Task to carry out: Lines from the beginning of the data through the line containing "Trace all roads" are to be copied exactly, with no other line included.

-=-=-

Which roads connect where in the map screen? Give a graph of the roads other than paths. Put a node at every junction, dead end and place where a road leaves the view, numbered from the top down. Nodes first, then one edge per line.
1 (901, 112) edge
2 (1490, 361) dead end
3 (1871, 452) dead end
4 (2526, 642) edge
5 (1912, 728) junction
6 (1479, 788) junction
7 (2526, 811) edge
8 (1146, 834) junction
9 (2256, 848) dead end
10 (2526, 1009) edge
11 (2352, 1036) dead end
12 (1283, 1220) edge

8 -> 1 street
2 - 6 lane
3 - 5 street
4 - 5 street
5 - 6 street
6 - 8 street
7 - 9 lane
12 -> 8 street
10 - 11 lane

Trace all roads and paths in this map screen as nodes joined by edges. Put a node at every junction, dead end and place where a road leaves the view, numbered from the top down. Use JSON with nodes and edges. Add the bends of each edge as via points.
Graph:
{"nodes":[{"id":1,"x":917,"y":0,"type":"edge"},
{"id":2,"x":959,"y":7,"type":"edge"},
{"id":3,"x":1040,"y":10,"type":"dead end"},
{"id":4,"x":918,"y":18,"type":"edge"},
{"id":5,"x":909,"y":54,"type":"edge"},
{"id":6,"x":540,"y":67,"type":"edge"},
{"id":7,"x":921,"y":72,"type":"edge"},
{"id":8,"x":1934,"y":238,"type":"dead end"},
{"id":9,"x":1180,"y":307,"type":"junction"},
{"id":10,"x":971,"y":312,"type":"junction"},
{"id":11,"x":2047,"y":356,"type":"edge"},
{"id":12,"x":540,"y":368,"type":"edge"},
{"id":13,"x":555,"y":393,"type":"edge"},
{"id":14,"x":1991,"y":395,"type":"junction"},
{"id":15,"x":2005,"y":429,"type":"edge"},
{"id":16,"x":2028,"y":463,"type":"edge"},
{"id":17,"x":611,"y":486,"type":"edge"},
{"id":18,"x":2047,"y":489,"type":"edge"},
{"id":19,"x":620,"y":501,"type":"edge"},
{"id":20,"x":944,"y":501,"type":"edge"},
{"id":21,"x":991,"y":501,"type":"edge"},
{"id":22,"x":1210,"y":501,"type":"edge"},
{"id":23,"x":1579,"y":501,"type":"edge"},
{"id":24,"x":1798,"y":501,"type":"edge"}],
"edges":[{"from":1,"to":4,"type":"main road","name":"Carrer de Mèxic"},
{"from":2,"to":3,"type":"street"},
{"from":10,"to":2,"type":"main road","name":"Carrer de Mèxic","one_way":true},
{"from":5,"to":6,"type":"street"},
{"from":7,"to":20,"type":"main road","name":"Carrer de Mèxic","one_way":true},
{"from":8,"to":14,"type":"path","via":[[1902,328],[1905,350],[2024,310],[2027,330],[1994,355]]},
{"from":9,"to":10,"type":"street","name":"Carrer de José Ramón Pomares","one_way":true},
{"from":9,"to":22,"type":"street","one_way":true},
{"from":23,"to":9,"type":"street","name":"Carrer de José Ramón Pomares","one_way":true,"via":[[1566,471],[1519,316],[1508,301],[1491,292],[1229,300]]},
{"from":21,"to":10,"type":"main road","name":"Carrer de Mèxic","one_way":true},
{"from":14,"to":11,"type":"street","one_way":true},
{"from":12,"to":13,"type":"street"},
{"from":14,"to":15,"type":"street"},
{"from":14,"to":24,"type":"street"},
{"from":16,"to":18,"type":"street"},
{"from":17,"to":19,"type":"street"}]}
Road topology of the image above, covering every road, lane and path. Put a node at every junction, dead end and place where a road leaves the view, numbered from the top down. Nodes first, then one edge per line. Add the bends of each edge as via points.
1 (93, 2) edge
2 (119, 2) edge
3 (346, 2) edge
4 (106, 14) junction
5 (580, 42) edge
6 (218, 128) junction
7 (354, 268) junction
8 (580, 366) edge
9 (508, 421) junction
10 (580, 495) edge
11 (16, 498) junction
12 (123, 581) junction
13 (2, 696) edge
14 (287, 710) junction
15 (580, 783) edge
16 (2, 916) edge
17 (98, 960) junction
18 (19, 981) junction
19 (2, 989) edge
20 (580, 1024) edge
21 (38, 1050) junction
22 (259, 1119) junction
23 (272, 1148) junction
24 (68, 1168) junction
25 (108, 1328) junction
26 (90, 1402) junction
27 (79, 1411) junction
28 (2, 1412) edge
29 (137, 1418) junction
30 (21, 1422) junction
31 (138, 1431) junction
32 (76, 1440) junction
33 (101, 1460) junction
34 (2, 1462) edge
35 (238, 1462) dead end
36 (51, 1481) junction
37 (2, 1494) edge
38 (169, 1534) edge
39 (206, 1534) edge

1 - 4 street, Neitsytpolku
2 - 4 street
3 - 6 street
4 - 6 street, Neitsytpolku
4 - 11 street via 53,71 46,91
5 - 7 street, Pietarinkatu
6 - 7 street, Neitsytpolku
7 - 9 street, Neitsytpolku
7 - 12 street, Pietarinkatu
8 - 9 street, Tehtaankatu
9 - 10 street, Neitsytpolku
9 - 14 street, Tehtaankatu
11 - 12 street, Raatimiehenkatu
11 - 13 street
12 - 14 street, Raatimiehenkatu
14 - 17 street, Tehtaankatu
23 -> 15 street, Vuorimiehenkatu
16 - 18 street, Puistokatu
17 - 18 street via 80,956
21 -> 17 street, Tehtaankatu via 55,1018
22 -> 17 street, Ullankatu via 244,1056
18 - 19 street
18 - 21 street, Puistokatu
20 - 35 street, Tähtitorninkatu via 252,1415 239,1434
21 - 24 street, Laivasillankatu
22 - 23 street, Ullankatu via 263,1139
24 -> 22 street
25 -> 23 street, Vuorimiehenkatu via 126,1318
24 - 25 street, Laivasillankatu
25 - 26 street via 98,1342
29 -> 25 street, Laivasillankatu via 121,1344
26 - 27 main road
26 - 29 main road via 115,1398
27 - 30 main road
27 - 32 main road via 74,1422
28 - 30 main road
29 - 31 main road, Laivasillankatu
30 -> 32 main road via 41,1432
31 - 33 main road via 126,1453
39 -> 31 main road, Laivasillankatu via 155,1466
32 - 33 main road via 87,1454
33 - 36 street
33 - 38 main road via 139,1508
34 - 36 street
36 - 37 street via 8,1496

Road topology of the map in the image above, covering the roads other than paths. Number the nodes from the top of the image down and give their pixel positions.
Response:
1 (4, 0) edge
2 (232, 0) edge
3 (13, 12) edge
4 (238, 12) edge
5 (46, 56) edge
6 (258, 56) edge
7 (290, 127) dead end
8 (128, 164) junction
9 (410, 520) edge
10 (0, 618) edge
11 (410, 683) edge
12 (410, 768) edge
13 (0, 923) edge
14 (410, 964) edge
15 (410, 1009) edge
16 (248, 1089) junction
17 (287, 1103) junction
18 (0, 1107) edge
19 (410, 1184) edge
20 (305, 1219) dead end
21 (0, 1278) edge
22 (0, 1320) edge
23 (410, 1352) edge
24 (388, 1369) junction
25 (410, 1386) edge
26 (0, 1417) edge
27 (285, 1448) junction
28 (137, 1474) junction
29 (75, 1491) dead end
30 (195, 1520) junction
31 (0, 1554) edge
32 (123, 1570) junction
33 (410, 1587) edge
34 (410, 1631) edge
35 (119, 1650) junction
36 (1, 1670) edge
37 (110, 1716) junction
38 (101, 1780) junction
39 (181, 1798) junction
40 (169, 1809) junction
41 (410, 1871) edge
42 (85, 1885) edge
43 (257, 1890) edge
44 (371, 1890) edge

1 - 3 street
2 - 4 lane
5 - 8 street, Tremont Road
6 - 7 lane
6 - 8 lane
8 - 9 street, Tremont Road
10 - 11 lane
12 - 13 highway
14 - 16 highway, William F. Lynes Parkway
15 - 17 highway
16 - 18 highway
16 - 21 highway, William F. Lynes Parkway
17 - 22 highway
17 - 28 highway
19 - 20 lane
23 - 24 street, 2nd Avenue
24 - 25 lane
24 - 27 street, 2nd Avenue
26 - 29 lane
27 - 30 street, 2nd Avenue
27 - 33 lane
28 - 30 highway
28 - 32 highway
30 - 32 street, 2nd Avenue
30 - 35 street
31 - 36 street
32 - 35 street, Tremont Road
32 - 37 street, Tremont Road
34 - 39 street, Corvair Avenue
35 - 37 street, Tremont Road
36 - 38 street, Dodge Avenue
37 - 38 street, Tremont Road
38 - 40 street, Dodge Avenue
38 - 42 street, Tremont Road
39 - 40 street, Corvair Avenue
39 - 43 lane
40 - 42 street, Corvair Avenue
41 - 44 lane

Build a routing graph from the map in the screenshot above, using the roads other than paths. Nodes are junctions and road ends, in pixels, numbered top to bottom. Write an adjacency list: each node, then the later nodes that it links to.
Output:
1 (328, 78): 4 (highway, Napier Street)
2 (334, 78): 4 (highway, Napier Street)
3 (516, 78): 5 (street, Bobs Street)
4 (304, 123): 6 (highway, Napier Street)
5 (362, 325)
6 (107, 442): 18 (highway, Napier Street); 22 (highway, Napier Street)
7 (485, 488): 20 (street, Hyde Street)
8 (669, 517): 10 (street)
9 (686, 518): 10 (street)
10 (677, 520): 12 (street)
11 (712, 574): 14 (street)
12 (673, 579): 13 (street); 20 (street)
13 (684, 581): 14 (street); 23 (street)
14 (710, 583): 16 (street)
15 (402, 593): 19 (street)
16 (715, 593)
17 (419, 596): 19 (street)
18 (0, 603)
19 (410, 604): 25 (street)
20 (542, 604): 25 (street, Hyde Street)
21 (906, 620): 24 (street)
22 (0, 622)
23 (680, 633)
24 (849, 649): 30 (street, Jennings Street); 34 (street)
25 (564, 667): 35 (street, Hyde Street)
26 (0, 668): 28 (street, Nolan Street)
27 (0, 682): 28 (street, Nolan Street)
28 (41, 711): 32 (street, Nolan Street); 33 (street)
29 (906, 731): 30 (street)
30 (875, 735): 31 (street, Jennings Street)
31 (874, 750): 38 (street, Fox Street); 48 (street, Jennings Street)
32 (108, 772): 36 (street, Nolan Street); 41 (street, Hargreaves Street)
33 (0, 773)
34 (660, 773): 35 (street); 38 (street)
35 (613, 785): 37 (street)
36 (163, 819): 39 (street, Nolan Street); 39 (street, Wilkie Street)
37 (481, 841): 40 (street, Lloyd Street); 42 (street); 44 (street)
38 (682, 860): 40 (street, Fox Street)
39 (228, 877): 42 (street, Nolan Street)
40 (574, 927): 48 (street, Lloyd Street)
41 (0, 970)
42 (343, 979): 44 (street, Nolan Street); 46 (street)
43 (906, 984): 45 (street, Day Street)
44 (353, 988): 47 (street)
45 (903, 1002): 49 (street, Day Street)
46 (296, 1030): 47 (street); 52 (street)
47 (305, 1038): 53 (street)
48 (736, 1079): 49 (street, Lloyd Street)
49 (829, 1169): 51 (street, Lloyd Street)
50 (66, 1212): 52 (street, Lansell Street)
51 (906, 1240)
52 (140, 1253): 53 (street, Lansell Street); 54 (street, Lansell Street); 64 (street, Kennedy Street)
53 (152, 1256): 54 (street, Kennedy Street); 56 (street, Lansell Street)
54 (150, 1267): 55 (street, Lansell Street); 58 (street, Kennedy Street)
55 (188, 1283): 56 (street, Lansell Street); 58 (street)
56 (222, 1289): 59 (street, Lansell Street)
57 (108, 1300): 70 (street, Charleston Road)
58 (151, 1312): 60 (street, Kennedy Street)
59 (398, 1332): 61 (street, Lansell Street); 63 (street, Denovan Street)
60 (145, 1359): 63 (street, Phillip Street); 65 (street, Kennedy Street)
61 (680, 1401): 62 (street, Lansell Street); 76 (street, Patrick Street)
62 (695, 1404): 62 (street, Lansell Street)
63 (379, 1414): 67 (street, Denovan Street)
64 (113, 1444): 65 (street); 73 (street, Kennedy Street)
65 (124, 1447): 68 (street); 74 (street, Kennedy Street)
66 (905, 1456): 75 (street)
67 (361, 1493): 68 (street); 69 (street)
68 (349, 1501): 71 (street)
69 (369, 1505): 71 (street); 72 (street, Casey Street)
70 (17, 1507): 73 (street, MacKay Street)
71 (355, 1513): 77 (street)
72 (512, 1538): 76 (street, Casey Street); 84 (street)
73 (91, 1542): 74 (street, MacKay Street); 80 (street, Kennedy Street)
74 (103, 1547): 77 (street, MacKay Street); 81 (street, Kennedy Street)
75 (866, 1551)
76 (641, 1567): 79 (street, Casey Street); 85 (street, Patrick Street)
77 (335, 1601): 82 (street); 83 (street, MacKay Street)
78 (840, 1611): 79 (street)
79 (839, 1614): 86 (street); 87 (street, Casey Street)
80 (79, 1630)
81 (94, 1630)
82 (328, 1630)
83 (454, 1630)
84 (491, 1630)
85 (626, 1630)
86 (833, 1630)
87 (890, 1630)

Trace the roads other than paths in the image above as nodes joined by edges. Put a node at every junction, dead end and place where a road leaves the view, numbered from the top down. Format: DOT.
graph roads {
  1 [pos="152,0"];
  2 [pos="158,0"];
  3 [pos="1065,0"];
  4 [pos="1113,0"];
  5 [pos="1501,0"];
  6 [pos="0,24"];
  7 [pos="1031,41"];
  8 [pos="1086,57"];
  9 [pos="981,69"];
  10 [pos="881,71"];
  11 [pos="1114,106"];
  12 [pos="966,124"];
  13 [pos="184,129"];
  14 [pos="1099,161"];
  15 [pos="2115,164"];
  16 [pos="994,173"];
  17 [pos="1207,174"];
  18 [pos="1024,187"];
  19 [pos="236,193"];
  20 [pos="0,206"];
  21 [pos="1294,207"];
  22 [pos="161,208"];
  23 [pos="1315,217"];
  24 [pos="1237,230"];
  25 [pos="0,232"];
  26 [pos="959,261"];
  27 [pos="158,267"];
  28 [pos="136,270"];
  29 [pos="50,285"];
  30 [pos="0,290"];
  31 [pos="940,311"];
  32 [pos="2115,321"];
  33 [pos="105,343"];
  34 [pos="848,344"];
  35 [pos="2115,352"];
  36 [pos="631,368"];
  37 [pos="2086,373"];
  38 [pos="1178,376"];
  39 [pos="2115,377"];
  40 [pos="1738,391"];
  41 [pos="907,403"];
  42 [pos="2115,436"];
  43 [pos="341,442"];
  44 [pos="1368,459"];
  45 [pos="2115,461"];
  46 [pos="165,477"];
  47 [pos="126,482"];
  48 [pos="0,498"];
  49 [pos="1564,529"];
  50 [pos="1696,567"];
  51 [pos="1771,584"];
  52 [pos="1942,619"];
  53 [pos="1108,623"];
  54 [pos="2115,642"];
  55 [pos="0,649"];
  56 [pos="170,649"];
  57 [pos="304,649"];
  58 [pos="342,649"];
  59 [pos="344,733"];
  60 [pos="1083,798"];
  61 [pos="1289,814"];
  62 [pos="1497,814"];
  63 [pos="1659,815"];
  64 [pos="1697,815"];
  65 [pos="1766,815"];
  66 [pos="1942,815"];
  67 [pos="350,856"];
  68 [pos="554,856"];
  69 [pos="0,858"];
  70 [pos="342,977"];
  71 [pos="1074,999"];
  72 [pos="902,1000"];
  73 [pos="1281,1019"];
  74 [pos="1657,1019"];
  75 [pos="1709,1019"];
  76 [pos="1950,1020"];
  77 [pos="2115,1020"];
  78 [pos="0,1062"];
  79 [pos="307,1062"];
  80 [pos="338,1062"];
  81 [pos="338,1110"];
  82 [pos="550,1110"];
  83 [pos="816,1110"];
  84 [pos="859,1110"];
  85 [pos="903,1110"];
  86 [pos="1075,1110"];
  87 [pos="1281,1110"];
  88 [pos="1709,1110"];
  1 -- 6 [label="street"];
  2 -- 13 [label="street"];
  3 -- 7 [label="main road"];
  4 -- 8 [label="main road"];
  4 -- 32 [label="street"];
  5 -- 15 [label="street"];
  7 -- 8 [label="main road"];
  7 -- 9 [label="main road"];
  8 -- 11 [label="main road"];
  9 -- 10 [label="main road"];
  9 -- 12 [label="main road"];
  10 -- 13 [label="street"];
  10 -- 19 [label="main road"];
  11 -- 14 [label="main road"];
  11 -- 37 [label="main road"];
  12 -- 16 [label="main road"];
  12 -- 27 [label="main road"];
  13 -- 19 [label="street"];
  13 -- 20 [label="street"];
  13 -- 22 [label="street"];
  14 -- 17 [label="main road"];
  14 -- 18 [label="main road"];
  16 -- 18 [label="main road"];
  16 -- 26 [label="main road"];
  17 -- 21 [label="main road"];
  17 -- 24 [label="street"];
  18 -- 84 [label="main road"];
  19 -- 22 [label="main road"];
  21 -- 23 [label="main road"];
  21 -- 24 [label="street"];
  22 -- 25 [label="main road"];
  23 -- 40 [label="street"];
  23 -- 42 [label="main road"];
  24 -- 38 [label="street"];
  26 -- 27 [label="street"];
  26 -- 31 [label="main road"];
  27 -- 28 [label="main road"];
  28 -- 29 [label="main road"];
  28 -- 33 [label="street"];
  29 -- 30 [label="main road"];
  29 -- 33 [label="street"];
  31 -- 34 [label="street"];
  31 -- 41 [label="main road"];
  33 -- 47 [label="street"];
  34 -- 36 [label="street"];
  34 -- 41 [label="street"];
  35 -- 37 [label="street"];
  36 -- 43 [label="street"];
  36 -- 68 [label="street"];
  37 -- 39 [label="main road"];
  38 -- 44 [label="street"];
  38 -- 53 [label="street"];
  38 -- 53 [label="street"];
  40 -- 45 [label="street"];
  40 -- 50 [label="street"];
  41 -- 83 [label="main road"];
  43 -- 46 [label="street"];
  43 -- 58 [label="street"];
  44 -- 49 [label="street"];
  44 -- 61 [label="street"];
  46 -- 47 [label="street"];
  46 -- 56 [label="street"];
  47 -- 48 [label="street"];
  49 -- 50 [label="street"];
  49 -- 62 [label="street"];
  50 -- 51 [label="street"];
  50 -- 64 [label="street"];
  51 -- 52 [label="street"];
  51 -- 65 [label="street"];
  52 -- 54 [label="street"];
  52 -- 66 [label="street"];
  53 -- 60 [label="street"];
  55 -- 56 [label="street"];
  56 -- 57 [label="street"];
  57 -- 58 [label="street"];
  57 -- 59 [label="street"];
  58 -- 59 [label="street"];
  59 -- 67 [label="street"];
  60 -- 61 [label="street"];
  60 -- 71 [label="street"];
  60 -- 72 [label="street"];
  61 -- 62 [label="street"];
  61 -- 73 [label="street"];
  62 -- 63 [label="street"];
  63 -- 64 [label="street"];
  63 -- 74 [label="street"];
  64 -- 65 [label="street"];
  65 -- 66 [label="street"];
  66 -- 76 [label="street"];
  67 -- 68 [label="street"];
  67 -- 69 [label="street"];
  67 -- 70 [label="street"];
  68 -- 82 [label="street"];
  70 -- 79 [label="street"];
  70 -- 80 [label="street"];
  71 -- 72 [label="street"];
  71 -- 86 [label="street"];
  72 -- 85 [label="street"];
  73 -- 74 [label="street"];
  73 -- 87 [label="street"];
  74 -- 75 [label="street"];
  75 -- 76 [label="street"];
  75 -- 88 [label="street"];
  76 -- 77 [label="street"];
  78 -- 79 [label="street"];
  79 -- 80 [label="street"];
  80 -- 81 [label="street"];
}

-=-=-

Output of the exercise:
Which roads connect where in the map screen? Give a graph of the roads other than paths. Put a node at every junction, dead end and place where a road leaves the view, numbered from the top down. Nodes first, then one edge per line.
1 (901, 112) edge
2 (1490, 361) dead end
3 (1871, 452) dead end
4 (2526, 642) edge
5 (1912, 728) junction
6 (1479, 788) junction
7 (2526, 811) edge
8 (1146, 834) junction
9 (2256, 848) dead end
10 (2526, 1009) edge
11 (2352, 1036) dead end
12 (1283, 1220) edge

8 -> 1 street
2 - 6 lane
3 - 5 street
4 - 5 street
5 - 6 street
6 - 8 street
7 - 9 lane
12 -> 8 street
10 - 11 lane

Trace all roads and paths in this map screen as nodes joined by edges. Put a node at every junction, dead end and place where a road leaves the view, numbered from the top down. Use JSON with nodes and edges. Add the bends of each edge as via points.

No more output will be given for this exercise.